PROBLEM DESCRIPTION
Every entry, from the first to the last, should be written out exactly.
(INPUT DATA begins)
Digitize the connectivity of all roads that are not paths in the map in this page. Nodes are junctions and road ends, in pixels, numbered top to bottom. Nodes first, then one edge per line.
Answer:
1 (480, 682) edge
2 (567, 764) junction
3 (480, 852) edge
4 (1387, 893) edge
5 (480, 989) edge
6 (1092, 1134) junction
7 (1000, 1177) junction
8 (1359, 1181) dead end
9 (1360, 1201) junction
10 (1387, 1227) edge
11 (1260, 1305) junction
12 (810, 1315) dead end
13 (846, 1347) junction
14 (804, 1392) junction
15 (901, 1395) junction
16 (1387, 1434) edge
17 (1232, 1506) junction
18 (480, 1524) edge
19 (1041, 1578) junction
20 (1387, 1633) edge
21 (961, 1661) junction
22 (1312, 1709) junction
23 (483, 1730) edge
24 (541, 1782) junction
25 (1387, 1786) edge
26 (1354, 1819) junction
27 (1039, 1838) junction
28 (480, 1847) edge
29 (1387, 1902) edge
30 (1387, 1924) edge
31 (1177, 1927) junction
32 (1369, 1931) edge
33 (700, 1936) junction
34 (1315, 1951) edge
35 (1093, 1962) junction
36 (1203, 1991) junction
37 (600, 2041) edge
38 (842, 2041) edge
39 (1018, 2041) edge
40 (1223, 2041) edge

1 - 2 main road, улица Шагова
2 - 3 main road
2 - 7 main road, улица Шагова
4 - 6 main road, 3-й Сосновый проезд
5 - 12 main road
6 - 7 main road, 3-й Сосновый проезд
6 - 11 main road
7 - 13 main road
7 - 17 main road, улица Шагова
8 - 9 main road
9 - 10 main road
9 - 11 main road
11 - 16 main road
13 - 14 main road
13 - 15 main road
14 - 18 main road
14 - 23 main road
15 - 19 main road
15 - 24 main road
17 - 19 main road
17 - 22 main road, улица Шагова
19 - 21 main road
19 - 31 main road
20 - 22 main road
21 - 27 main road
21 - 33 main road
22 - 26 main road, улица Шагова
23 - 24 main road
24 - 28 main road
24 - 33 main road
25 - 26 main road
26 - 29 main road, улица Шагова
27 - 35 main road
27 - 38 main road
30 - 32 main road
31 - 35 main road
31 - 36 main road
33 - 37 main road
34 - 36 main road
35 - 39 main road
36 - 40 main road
(INPUT DATA ends)
EXPECTED ANSWER
Digitize the connectivity of all roads that are not paths in the map in this page. Nodes are junctions and road ends, in pixels, numbered top to bottom. Nodes first, then one edge per line.
Answer:
1 (480, 682) edge
2 (567, 764) junction
3 (480, 852) edge
4 (1387, 893) edge
5 (480, 989) edge
6 (1092, 1134) junction
7 (1000, 1177) junction
8 (1359, 1181) dead end
9 (1360, 1201) junction
10 (1387, 1227) edge
11 (1260, 1305) junction
12 (810, 1315) dead end
13 (846, 1347) junction
14 (804, 1392) junction
15 (901, 1395) junction
16 (1387, 1434) edge
17 (1232, 1506) junction
18 (480, 1524) edge
19 (1041, 1578) junction
20 (1387, 1633) edge
21 (961, 1661) junction
22 (1312, 1709) junction
23 (483, 1730) edge
24 (541, 1782) junction
25 (1387, 1786) edge
26 (1354, 1819) junction
27 (1039, 1838) junction
28 (480, 1847) edge
29 (1387, 1902) edge
30 (1387, 1924) edge
31 (1177, 1927) junction
32 (1369, 1931) edge
33 (700, 1936) junction
34 (1315, 1951) edge
35 (1093, 1962) junction
36 (1203, 1991) junction
37 (600, 2041) edge
38 (842, 2041) edge
39 (1018, 2041) edge
40 (1223, 2041) edge

1 - 2 main road, улица Шагова
2 - 3 main road
2 - 7 main road, улица Шагова
4 - 6 main road, 3-й Сосновый проезд
5 - 12 main road
6 - 7 main road, 3-й Сосновый проезд
6 - 11 main road
7 - 13 main road
7 - 17 main road, улица Шагова
8 - 9 main road
9 - 10 main road
9 - 11 main road
11 - 16 main road
13 - 14 main road
13 - 15 main road
14 - 18 main road
14 - 23 main road
15 - 19 main road
15 - 24 main road
17 - 19 main road
17 - 22 main road, улица Шагова
19 - 21 main road
19 - 31 main road
20 - 22 main road
21 - 27 main road
21 - 33 main road
22 - 26 main road, улица Шагова
23 - 24 main road
24 - 28 main road
24 - 33 main road
25 - 26 main road
26 - 29 main road, улица Шагова
27 - 35 main road
27 - 38 main road
30 - 32 main road
31 - 35 main road
31 - 36 main road
33 - 37 main road
34 - 36 main road
35 - 39 main road
36 - 40 main road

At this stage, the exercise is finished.